# INSTRUCTIONS TO FOLLOW
Within the data beneath, some lines may hold the word "mouth". Give the number of those lines and nothing else.

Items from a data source
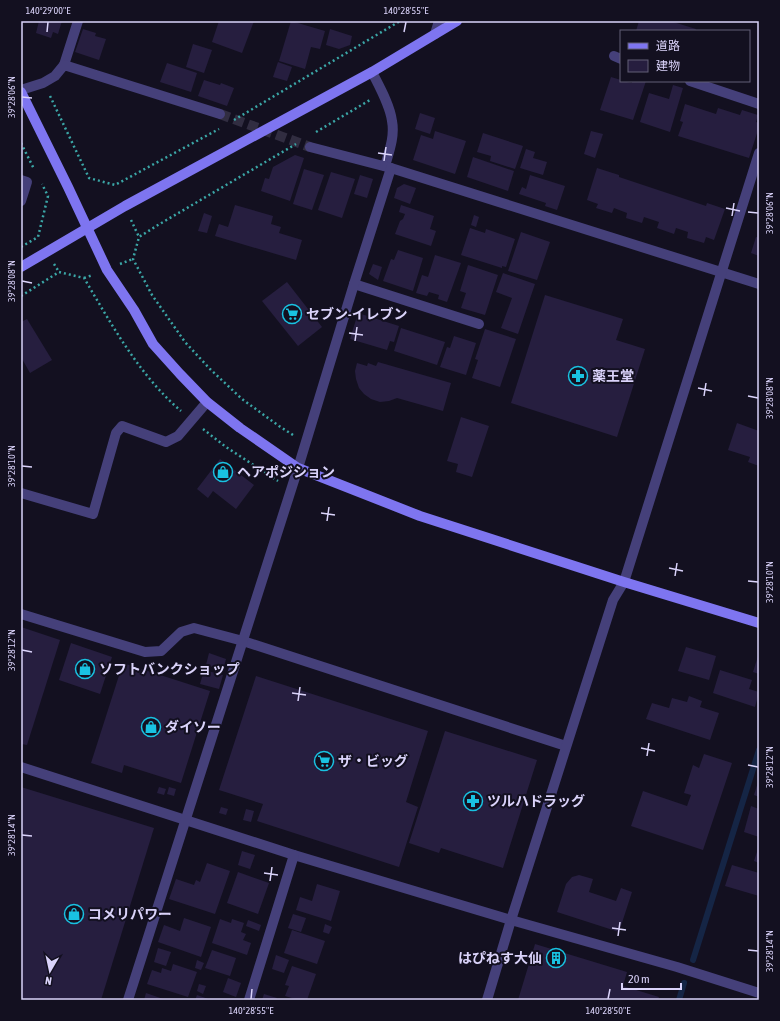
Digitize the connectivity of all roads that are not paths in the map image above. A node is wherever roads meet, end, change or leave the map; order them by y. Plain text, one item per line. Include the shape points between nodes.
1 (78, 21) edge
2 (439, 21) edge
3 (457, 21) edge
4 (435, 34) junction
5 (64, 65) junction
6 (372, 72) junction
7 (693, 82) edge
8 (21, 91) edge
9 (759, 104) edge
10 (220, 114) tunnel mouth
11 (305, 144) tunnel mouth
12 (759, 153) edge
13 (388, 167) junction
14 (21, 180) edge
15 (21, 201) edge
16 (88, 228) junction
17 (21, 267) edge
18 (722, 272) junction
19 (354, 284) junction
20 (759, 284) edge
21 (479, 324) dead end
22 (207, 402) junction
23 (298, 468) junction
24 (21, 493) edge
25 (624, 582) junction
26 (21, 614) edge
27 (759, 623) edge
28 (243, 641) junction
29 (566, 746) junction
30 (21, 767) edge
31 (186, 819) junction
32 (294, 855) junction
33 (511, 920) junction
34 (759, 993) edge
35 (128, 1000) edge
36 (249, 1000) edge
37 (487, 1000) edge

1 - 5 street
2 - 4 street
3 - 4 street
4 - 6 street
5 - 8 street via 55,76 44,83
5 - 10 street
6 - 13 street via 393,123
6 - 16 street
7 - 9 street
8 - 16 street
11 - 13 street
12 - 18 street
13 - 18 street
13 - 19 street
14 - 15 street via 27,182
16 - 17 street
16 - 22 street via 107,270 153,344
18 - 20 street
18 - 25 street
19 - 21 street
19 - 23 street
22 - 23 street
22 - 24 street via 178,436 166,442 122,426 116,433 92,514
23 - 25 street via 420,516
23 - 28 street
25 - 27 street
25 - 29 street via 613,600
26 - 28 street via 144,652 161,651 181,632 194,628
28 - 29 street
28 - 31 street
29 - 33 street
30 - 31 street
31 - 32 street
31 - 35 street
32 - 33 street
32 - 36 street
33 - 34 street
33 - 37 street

# FINISHED EXERCISE
2